What is being asked.
Your result should be the lines holding the word "Rectory", copied from the entries below.

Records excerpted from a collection
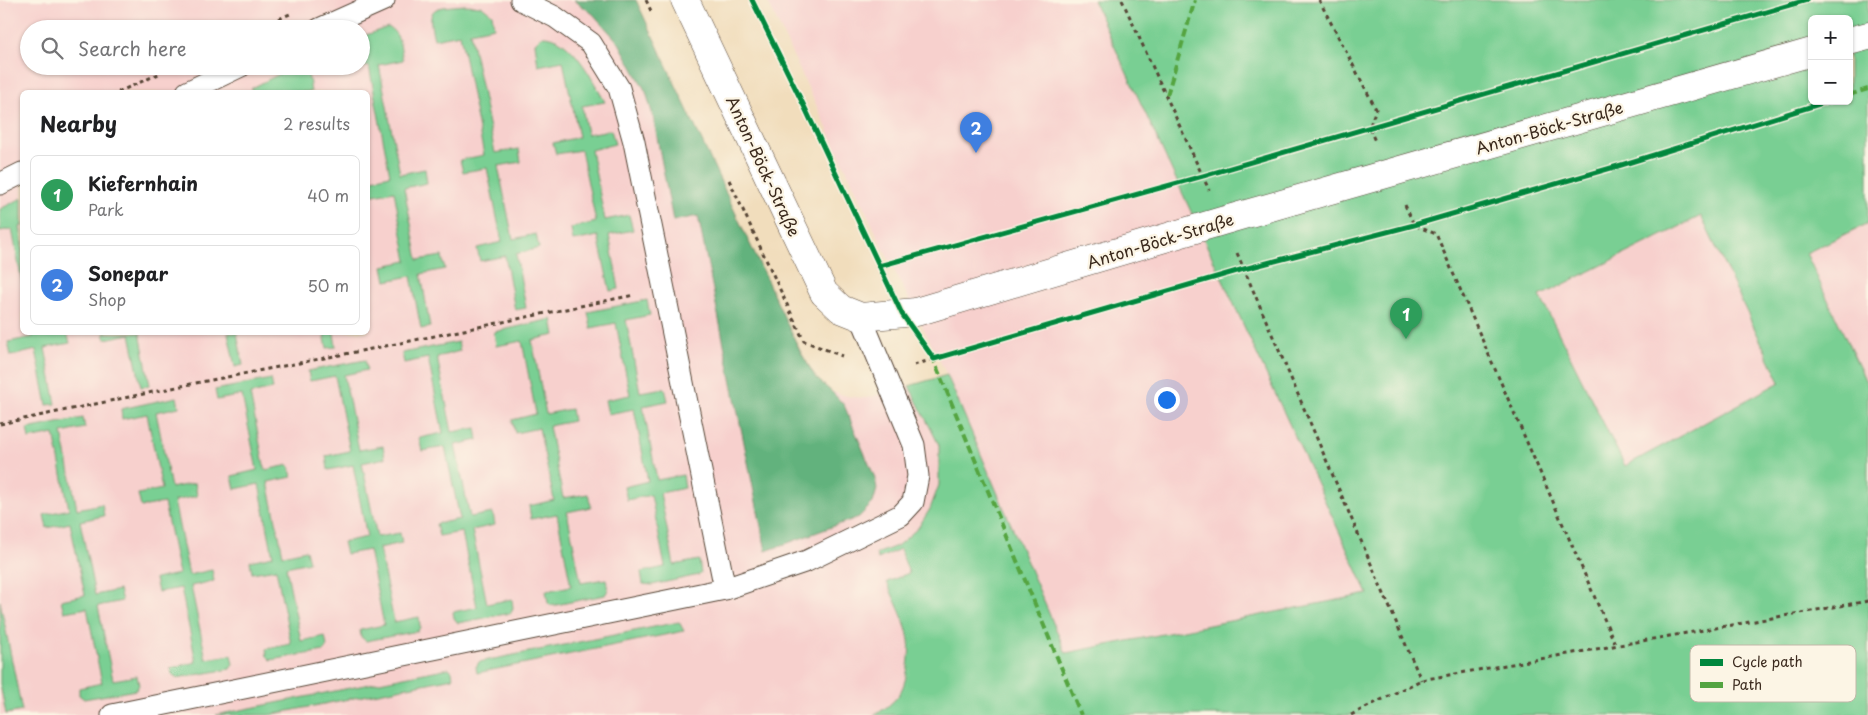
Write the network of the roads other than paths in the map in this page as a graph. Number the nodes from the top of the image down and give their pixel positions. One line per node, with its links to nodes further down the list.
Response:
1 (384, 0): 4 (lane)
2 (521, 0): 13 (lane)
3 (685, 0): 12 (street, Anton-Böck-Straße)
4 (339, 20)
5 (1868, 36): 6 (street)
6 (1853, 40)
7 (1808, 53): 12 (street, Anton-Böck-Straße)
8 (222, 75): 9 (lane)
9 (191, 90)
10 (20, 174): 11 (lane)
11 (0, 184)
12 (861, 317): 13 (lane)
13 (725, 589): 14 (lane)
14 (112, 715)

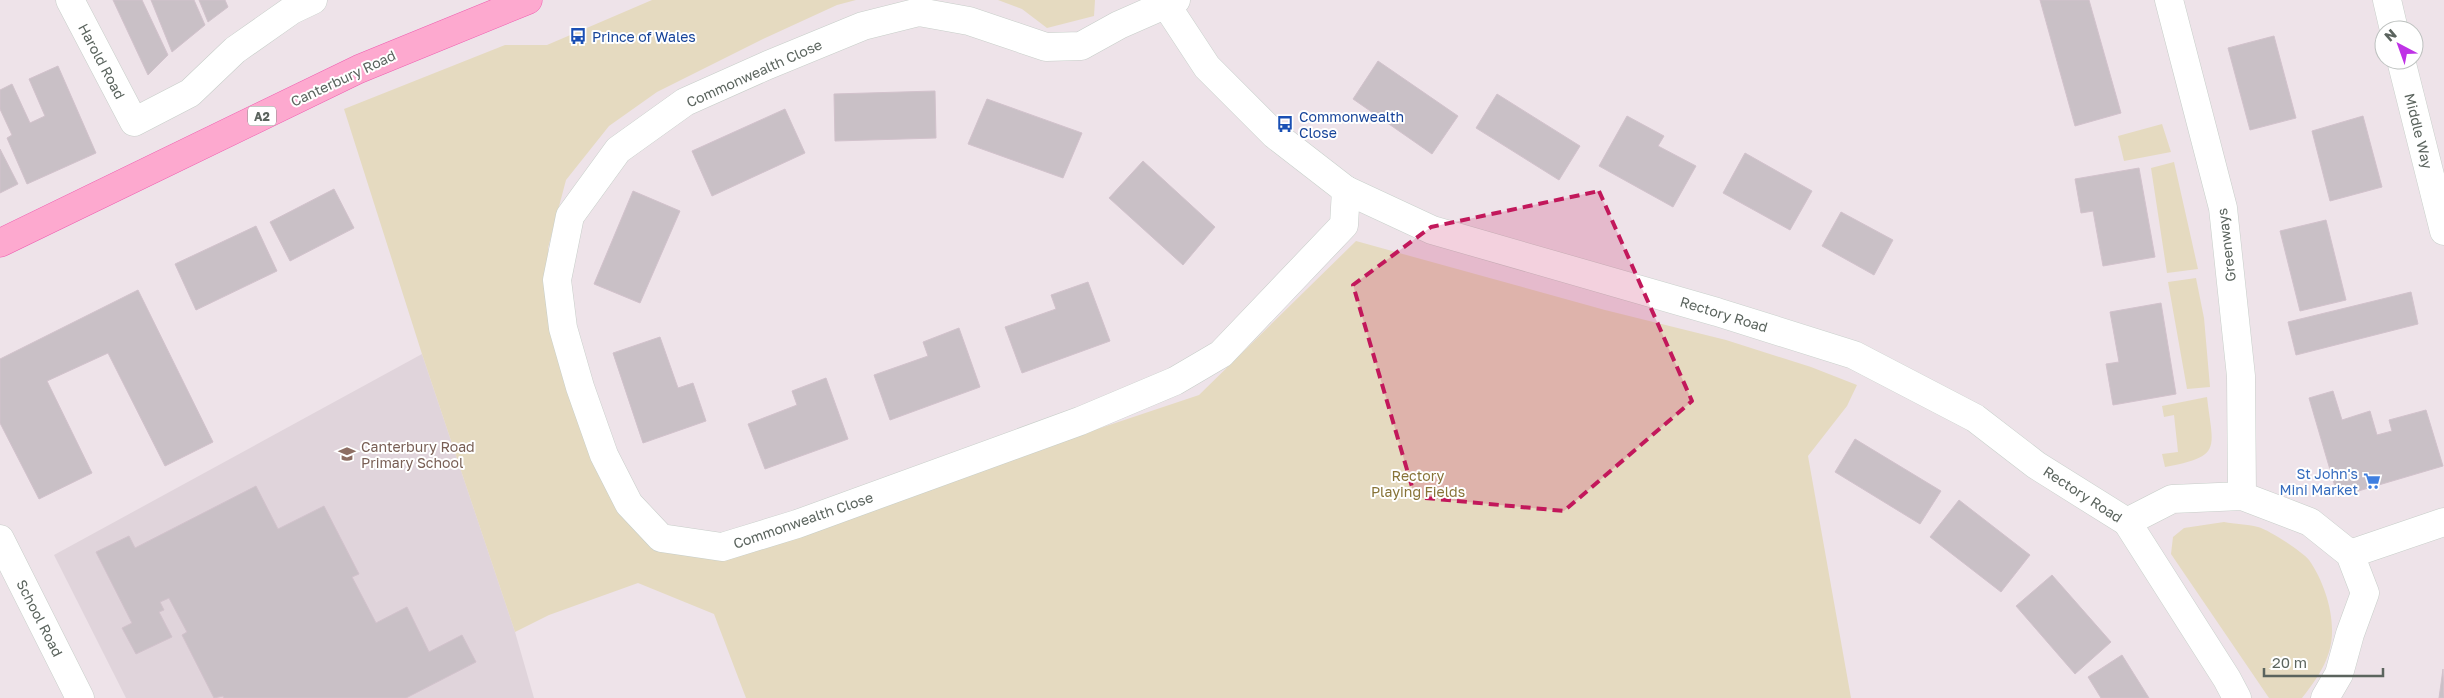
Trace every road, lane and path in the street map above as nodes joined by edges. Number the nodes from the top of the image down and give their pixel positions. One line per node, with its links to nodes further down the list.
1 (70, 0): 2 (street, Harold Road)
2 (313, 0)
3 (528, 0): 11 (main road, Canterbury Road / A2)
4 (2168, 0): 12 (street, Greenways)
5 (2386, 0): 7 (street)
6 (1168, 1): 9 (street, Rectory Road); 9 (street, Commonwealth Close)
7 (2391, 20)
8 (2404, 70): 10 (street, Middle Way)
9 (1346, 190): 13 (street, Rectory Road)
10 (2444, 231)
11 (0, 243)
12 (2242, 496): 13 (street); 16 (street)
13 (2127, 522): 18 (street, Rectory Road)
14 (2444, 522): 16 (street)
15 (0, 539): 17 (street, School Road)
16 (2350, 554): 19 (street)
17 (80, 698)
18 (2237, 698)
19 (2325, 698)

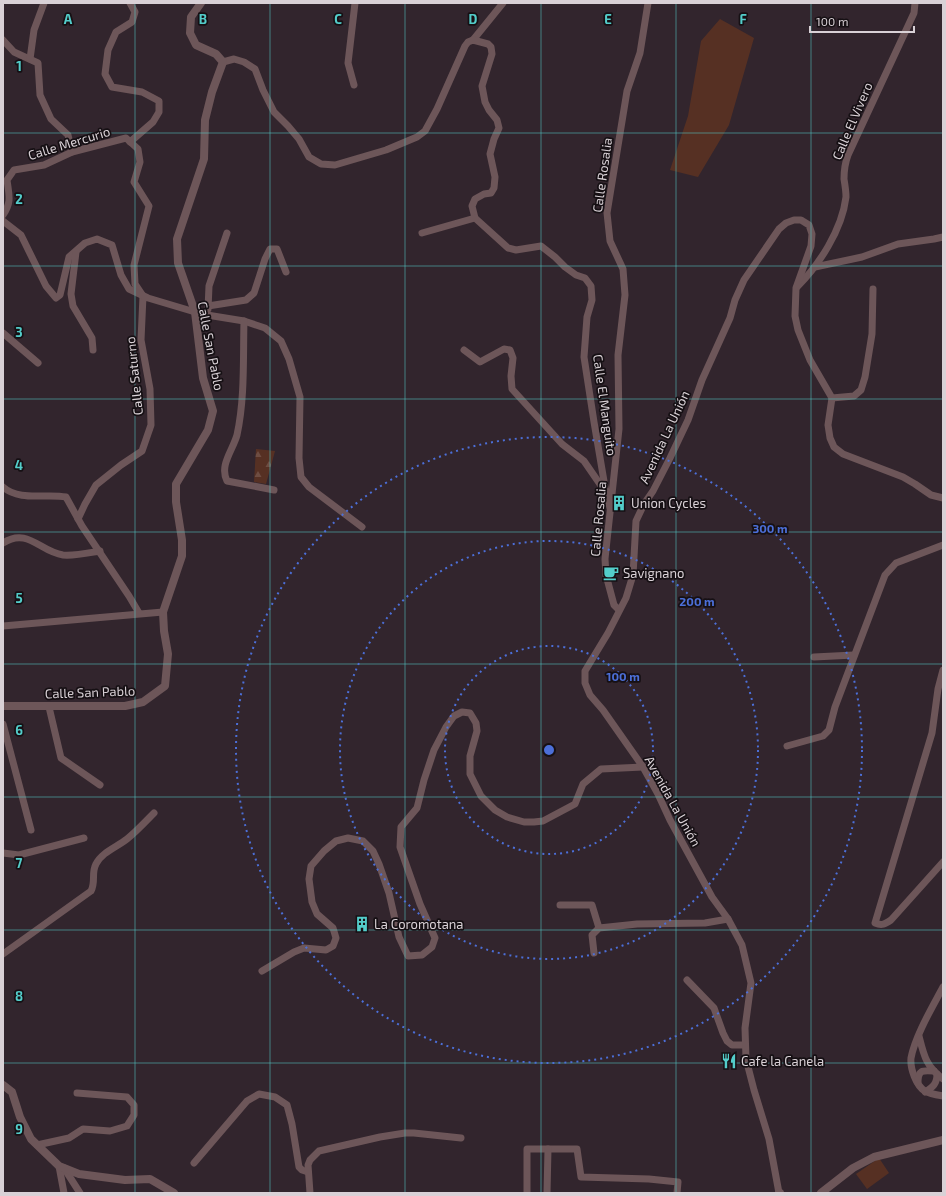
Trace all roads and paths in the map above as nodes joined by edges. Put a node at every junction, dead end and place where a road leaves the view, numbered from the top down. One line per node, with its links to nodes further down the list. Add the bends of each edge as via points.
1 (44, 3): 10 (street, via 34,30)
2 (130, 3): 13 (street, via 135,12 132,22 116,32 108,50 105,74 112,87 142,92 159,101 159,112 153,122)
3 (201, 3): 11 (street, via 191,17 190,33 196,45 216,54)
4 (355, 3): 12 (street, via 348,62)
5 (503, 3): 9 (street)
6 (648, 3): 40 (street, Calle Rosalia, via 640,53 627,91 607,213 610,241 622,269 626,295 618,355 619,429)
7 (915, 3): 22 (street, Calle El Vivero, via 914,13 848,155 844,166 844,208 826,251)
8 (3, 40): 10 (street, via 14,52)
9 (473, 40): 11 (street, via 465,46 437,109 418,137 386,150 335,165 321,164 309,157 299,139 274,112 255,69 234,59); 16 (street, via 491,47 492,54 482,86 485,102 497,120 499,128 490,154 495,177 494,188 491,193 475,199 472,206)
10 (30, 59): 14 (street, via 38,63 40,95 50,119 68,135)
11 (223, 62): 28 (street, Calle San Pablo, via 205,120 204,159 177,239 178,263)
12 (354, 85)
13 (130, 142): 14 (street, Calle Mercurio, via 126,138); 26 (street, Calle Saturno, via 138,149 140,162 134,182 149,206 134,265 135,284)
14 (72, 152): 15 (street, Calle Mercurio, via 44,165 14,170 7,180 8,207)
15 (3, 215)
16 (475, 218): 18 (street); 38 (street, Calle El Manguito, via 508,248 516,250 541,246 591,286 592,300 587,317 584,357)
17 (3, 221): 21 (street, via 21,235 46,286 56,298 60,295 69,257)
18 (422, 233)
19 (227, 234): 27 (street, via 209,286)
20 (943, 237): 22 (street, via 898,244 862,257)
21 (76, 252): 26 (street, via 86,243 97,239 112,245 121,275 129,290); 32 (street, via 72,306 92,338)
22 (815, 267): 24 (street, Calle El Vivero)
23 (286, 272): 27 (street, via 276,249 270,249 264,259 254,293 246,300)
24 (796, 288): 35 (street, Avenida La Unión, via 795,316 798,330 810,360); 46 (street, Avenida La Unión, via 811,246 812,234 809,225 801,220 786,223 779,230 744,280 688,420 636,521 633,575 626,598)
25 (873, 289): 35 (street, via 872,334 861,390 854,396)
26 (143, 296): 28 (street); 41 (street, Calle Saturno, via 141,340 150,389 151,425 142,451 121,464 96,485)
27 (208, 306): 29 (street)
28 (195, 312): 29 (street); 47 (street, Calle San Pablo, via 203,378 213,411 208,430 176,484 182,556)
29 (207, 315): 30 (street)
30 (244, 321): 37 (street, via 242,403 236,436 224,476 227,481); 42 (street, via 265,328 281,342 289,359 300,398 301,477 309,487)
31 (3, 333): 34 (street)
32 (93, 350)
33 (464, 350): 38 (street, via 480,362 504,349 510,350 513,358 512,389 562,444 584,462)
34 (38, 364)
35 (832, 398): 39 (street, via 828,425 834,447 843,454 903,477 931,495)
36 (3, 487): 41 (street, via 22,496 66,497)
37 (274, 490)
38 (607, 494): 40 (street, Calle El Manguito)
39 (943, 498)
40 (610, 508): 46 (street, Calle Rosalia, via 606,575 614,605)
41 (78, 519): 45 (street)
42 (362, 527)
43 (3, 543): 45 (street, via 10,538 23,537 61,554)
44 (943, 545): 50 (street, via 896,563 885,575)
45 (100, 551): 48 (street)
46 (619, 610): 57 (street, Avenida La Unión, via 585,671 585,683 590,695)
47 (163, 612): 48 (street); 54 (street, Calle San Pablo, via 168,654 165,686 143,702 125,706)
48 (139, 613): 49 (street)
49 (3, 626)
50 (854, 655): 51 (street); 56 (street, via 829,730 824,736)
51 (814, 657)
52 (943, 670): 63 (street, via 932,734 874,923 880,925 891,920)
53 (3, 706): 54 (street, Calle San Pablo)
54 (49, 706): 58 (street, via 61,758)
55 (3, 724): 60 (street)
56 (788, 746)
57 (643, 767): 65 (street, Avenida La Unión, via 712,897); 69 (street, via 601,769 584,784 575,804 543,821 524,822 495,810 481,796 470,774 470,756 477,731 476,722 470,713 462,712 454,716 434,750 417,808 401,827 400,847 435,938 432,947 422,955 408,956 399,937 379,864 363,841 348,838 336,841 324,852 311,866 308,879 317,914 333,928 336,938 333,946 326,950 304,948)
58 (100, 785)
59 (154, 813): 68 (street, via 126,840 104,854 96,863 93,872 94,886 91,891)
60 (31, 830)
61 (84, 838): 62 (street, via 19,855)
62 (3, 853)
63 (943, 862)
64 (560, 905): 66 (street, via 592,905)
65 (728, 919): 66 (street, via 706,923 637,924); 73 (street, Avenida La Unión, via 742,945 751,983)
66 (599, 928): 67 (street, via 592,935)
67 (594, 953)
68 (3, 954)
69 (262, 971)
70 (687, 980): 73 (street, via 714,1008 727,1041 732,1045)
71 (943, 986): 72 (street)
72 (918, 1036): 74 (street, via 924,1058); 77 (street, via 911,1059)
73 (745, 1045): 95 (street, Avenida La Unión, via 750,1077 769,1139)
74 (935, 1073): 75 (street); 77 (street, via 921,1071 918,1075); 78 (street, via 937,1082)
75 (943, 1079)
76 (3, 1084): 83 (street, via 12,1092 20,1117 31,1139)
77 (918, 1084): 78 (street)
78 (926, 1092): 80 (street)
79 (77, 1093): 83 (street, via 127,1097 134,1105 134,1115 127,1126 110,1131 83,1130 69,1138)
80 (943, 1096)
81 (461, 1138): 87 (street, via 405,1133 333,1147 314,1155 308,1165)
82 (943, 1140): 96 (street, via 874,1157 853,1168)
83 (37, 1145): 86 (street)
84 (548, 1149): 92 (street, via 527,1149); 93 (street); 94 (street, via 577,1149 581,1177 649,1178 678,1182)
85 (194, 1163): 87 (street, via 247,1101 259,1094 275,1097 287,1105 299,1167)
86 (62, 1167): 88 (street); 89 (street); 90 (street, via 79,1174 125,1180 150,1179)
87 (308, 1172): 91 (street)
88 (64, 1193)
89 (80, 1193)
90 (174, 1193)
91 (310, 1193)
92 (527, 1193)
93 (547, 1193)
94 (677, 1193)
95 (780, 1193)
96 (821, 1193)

Response.
6 (1168, 1): 9 (street, Rectory Road); 9 (street, Commonwealth Close)
9 (1346, 190): 13 (street, Rectory Road)
13 (2127, 522): 18 (street, Rectory Road)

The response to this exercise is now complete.